CEO Sundar Pichai (pictured above) first announced the Google for Jobs initiative last month as an example of the company’s new focus on applying artificial intelligence (AI) technologies to a broader array of problems.
Search by Custom Filter
Available starting today, the service will allow job seekers to look for jobs based on keyword searches within the Google search bar. For example, people can run searches on terms such as "jobs near me" or "teaching jobs."
The new feature sprang out of the company's Cloud Jobs API effort, which it announced last year as a way to provide access to its machine learning capabilities to power better search results for job boards.

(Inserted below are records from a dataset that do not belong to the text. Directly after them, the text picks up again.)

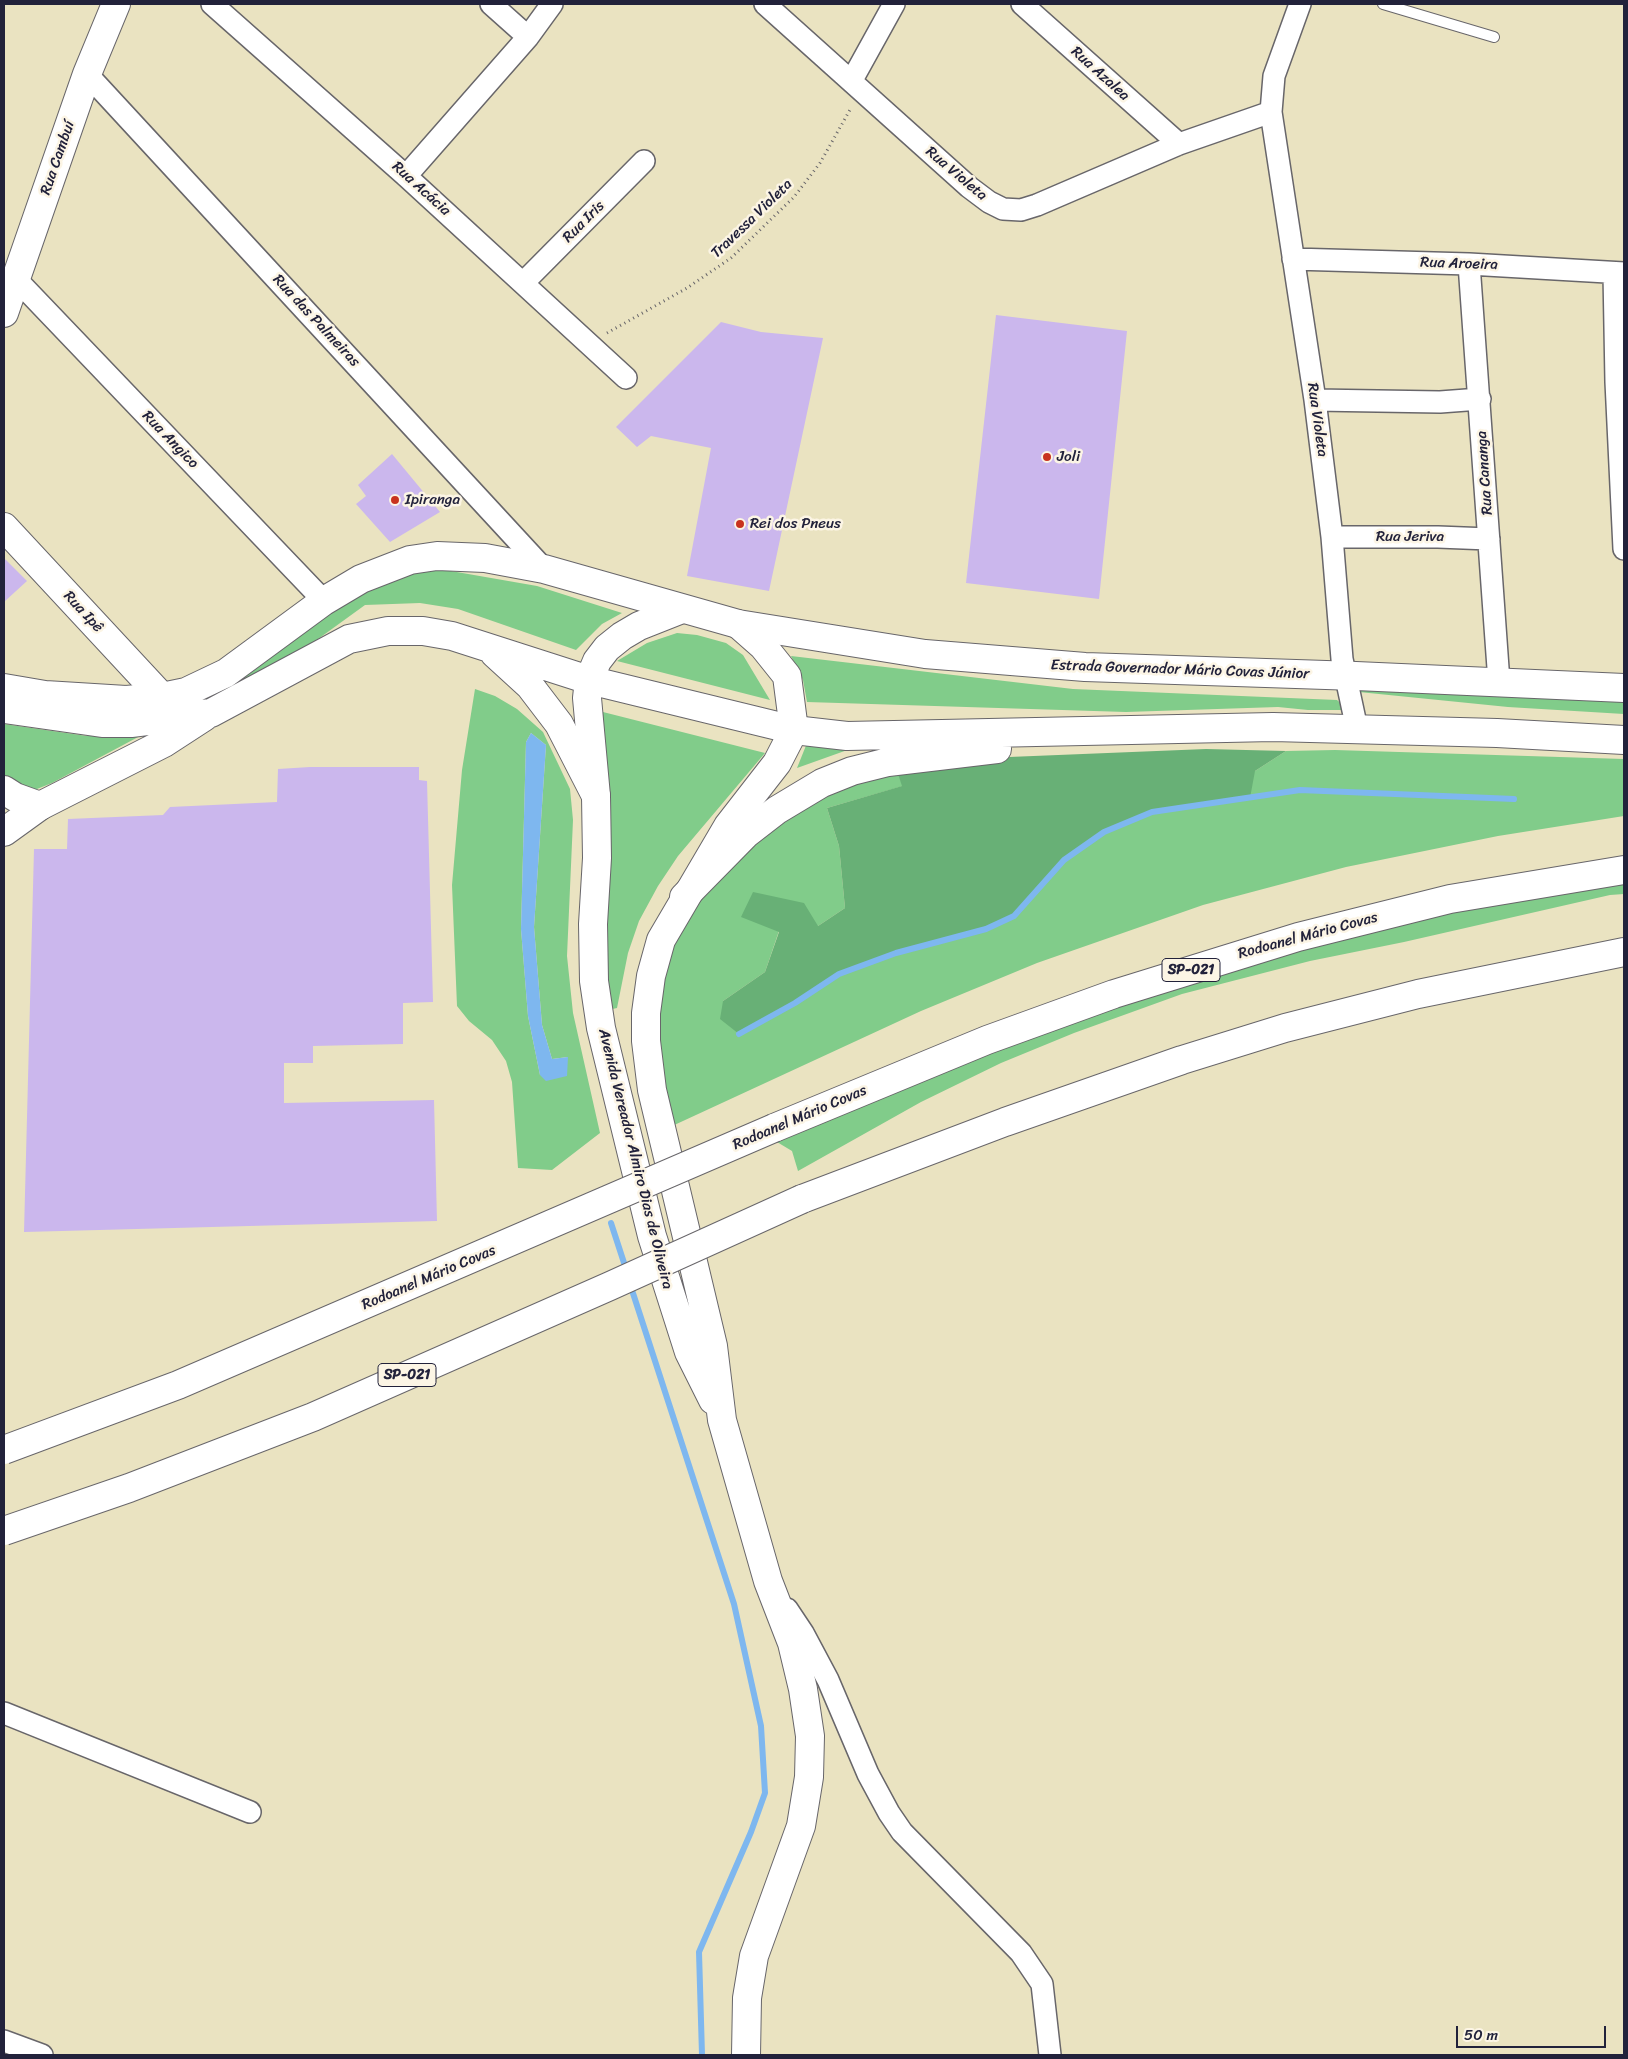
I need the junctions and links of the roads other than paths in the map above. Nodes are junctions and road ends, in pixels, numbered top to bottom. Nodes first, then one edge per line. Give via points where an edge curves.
1 (116, 4) edge
2 (212, 4) edge
3 (491, 4) edge
4 (552, 4) edge
5 (766, 4) edge
6 (894, 4) edge
7 (1022, 4) edge
8 (1383, 4) edge
9 (1294, 6) edge
10 (528, 37) junction
11 (1494, 37) dead end
12 (87, 74) junction
13 (852, 80) junction
14 (1271, 112) junction
15 (1179, 144) junction
16 (644, 161) dead end
17 (406, 176) junction
18 (1293, 259) junction
19 (1470, 264) junction
20 (1619, 273) edge
21 (16, 278) junction
22 (523, 283) junction
23 (4, 313) edge
24 (626, 378) dead end
25 (1480, 399) junction
26 (1315, 400) junction
27 (1621, 414) edge
28 (4, 527) edge
29 (1332, 537) junction
30 (1489, 539) junction
31 (1624, 544) edge
32 (1624, 549) edge
33 (544, 568) junction
34 (324, 601) junction
35 (682, 609) junction
36 (738, 624) junction
37 (489, 648) junction
38 (1346, 676) junction
39 (589, 680) junction
40 (1499, 682) junction
41 (4, 688) edge
42 (1624, 688) edge
43 (162, 697) junction
44 (4, 709) edge
45 (210, 713) junction
46 (1357, 729) junction
47 (794, 730) junction
48 (1099, 730) junction
49 (1624, 740) edge
50 (4, 790) edge
51 (596, 796) junction
52 (40, 806) junction
53 (4, 832) edge
54 (1624, 870) edge
55 (684, 897) junction
56 (1624, 952) edge
57 (722, 1420) junction
58 (4, 1450) edge
59 (4, 1531) edge
60 (768, 1581) junction
61 (4, 1713) edge
62 (250, 1812) dead end
63 (4, 2041) edge
64 (42, 2055) edge
65 (746, 2055) edge
66 (1050, 2055) edge

1 - 12 main road, Rua Cambuí
2 - 17 street, Rua Acácia
3 - 10 street
4 - 10 street
5 - 13 street, Rua Violeta
6 - 13 street
7 - 15 street, Rua Azalea
8 - 11 lane
9 - 14 street, Rua Violeta via 1274,76
10 - 17 street
12 - 21 main road, Rua Cambuí
12 - 33 street, Rua das Palmeiras
13 - 15 street, Rua Violeta via 969,187 1003,209 1021,210 1038,205
14 - 15 street, Rua Violeta
14 - 18 street, Rua Violeta
16 - 22 street, Rua Iris
17 - 22 street, Rua Acácia
18 - 19 street, Rua Aroeira
18 - 26 street, Rua Violeta
19 - 20 street, Rua Aroeira
19 - 25 street, Rua Cananga
20 - 27 street via 1616,382
21 - 23 main road, Rua Cambuí
21 - 34 street, Rua Angico
22 - 24 street, Rua Acácia
25 - 26 street via 1440,402
25 - 30 street, Rua Cananga
26 - 29 street, Rua Violeta
27 - 31 street
28 - 43 main road, Rua Ipê
29 - 30 street, Rua Jeriva
29 - 38 street, Rua Violeta
30 - 40 street, Rua Cananga
31 - 32 street
33 - 34 main road, Estrada Governador Mário Covas Júnior via 485,558 437,556 410,560 361,579
33 - 35 main road, Estrada Governador Mário Covas Júnior
34 - 43 main road, Estrada Governador Mário Covas Júnior via 226,673 203,686
35 - 36 main road, Estrada Governador Mário Covas Júnior
35 - 39 main road, Avenida Vereador Almiro Dias de Oliveira via 622,636 597,660
36 - 38 main road, Estrada Governador Mário Covas Júnior via 925,654 1027,664
36 - 47 main road, Avenida Vereador Almiro Dias de Oliveira via 763,646 787,676
37 - 39 main road
37 - 45 main road via 423,631 388,631 349,639
37 - 51 main road via 530,686 551,711
38 - 40 main road, Estrada Governador Mário Covas Júnior
38 - 46 street, Rua Violeta
39 - 47 main road
39 - 51 main road, Avenida Vereador Almiro Dias de Oliveira via 586,698
40 - 42 main road, Estrada Governador Mário Covas Júnior
41 - 43 main road, Estrada Governador Mário Covas Júnior via 88,699
44 - 45 main road via 102,724
45 - 52 main road via 164,743
46 - 48 main road
46 - 49 main road
47 - 48 main road via 847,736
47 - 55 main road, Avenida Vereador Almiro Dias de Oliveira via 785,752 728,826
48 - 55 main road via 992,750 888,762 822,782 746,834
50 - 52 main road
51 - 57 main road, Avenida Vereador Almiro Dias de Oliveira via 594,971 601,1028 655,1245 689,1352
52 - 53 main road
54 - 58 main road, Rodoanel Mário Covas / SP-021, bridge via 1450,898 1298,937 1114,994 987,1040 774,1128 178,1385
55 - 57 main road, Avenida Vereador Almiro Dias de Oliveira via 658,949 646,1013 646,1041 652,1090 712,1346
56 - 59 main road, SP-021, bridge via 1418,994 1285,1028 1014,1119 802,1199 313,1416 129,1488
57 - 60 main road, Avenida Vereador Almiro Dias de Oliveira
60 - 65 main road, Avenida Vereador Almiro Dias de Oliveira via 792,1643 803,1689 810,1736 809,1777 801,1826 754,1956 747,1998
60 - 66 street via 803,1633 828,1680 868,1774 889,1813 902,1832 1020,1953 1042,1984
61 - 62 street
63 - 64 street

At the moment, the new functionality is limited to English search results for jobs located in the U.S., and only works on the desktop and mobile versions of Google Search. As with Google News, users will be able to set up email alerts to keep them informed of new job postings that meet their search requirements throughout the day.
One of the service's new feature is the ability to search for jobs based on custom filters, including job title, category, date posted, job type, and other criteria. For some jobs, the search results will also include pertinent information such as the estimated commute time from users' home addresses. In some cases, Google will also include ratings so job searchers can view other people’s opinions of their potential employers.
Not Just another Job Site
The company said it plans to add more features and filters to the service in the future, and it's likely that the new features of the service will be coming to other geographies and languages as the company works the bugs out of the AI.

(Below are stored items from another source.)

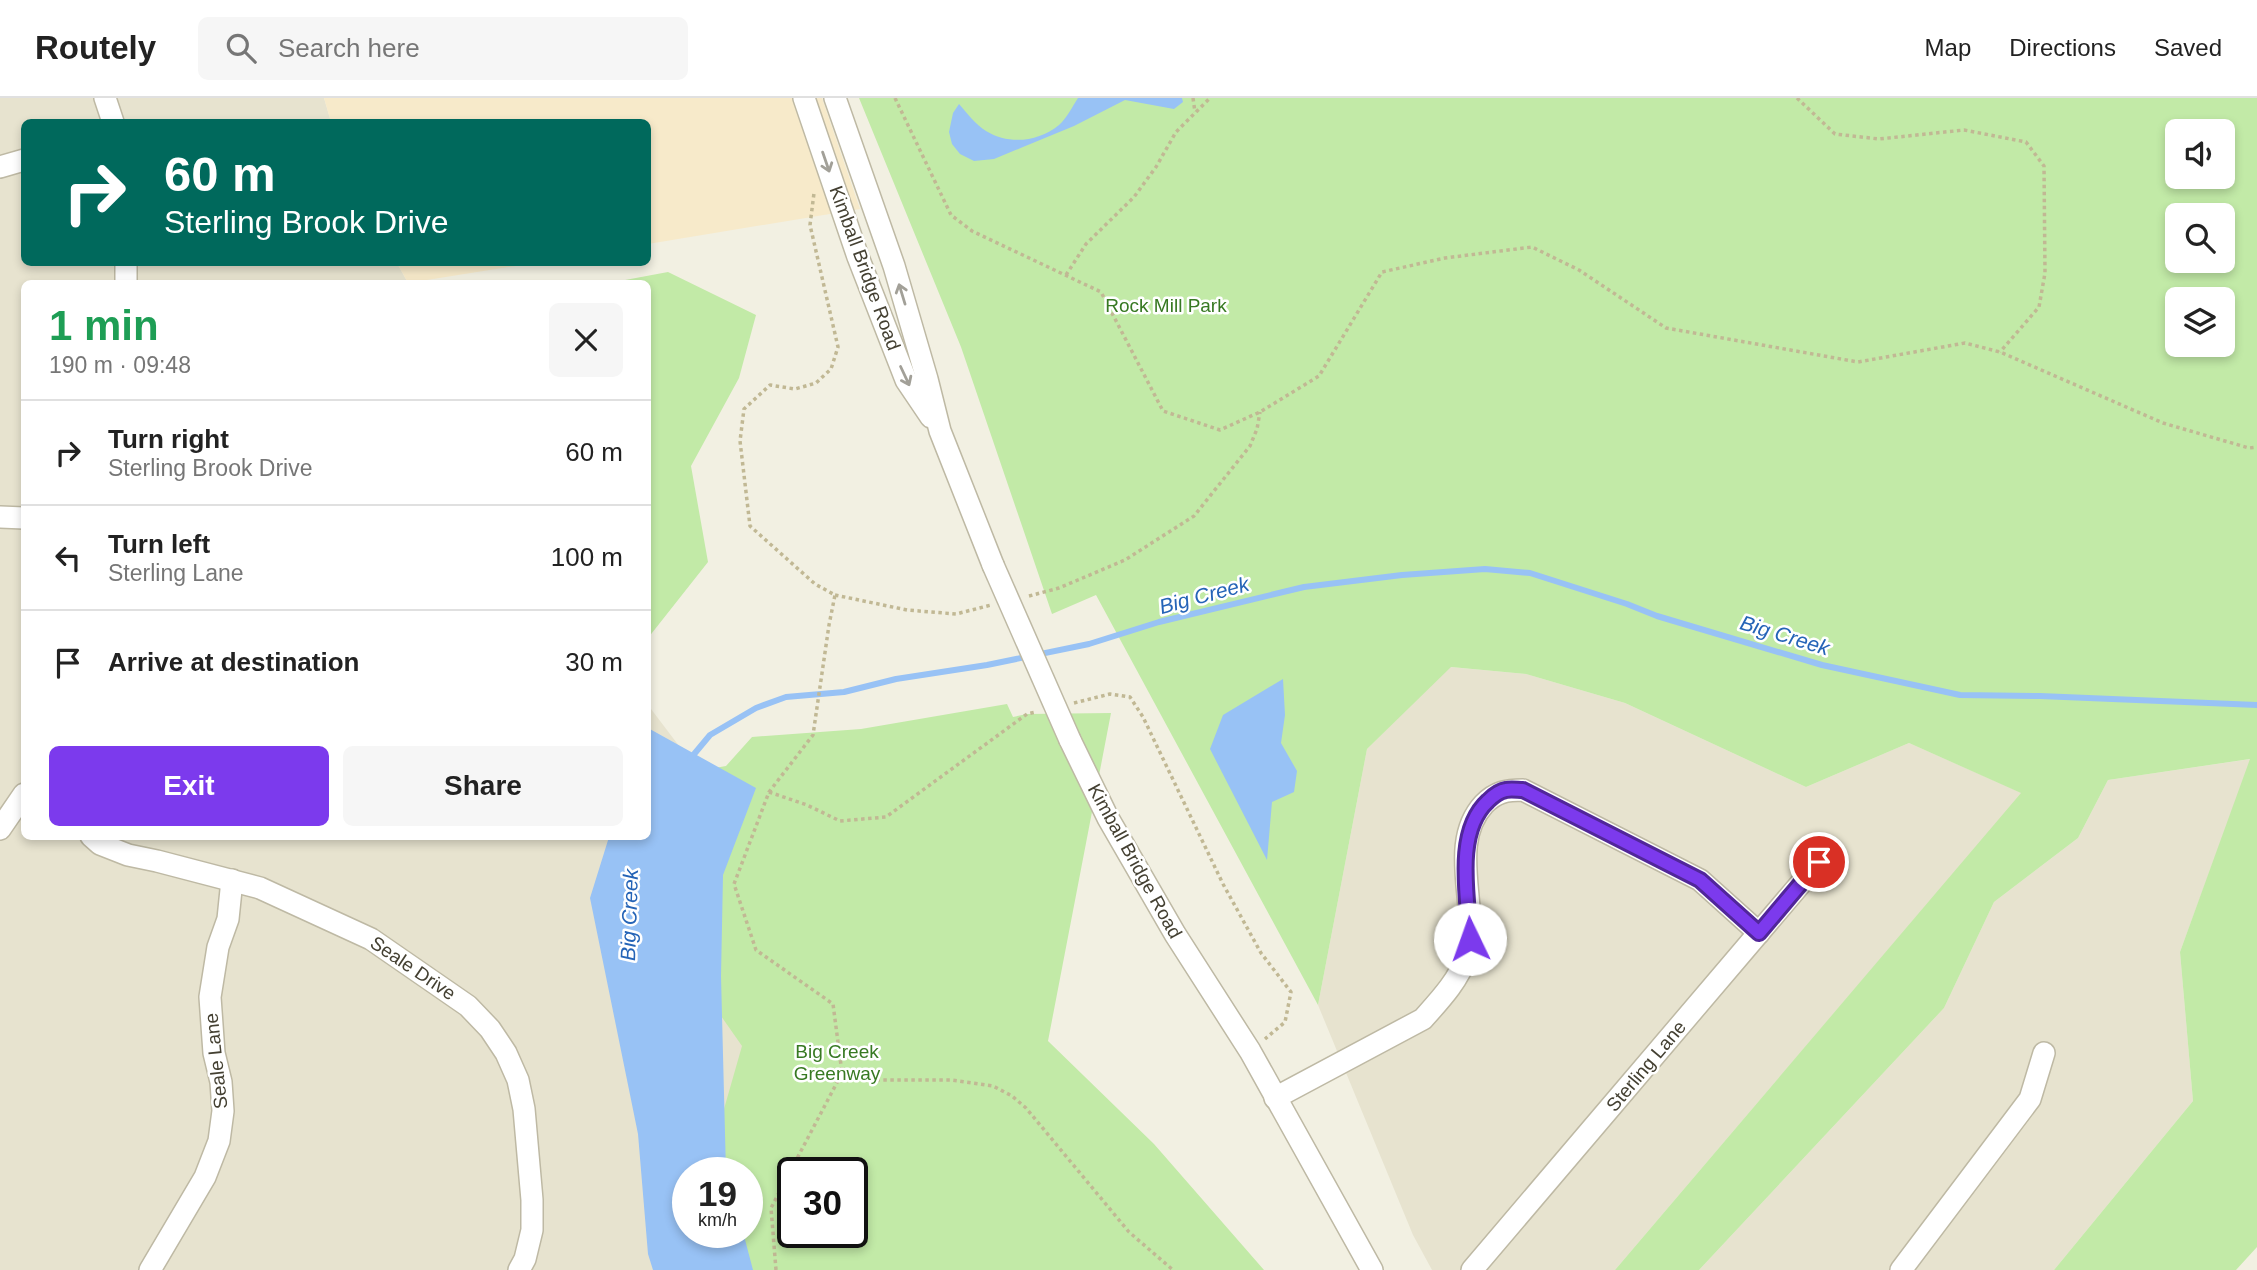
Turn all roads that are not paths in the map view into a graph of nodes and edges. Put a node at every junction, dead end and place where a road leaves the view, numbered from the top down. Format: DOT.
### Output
graph roads {
  1 [pos="105,98"];
  2 [pos="804,98"];
  3 [pos="835,98"];
  4 [pos="112,119"];
  5 [pos="21,161"];
  6 [pos="0,167"];
  7 [pos="940,431"];
  8 [pos="0,517"];
  9 [pos="21,519"];
  10 [pos="21,798"];
  11 [pos="0,830"];
  12 [pos="96,840"];
  13 [pos="1819,862"];
  14 [pos="232,880"];
  15 [pos="1759,933"];
  16 [pos="2044,1053"];
  17 [pos="1275,1098"];
  18 [pos="150,1270"];
  19 [pos="519,1270"];
  20 [pos="1372,1270"];
  21 [pos="1472,1270"];
  22 [pos="1901,1270"];
  1 -- 4 [label="street"];
  2 -- 7 [label="street, Kimball Bridge Road, one-way"];
  7 -- 3 [label="street, Kimball Bridge Road, one-way"];
  5 -- 6 [label="street"];
  7 -- 17 [label="street, Kimball Bridge Road, bridge"];
  8 -- 9 [label="street"];
  10 -- 11 [label="street"];
  12 -- 14 [label="street, Seale Drive"];
  13 -- 15 [label="street, Sterling Lane"];
  14 -- 18 [label="street, Seale Lane"];
  14 -- 19 [label="street, Seale Drive"];
  15 -- 17 [label="street"];
  15 -- 21 [label="street, Sterling Lane"];
  16 -- 22 [label="street"];
  17 -- 20 [label="street, Kimball Bridge Road"];
}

However, it appears that Google is aiming to do more than become just another job site. The company also has ambitions to aggregate results from other, pre-existing employment sites so that users don't need to visit multiple pages to ensure that they're seeing all the opportunities available in their fields.
The company said it's already working with a number of services, such as LinkedIn, Monster, WayUp, DirectEmployers, CareerBuilder, Glassdoor, and Facebook, to aggregate posts from their sites as well.
In theory, that should help make Google a one-stop shop that allows a user to conduct broad searches from a single query. The company said it's also publishing open documentation on the feature for all job providers so that other third-party platforms or employer Web sites can ensure sure that Google discovers their open positions.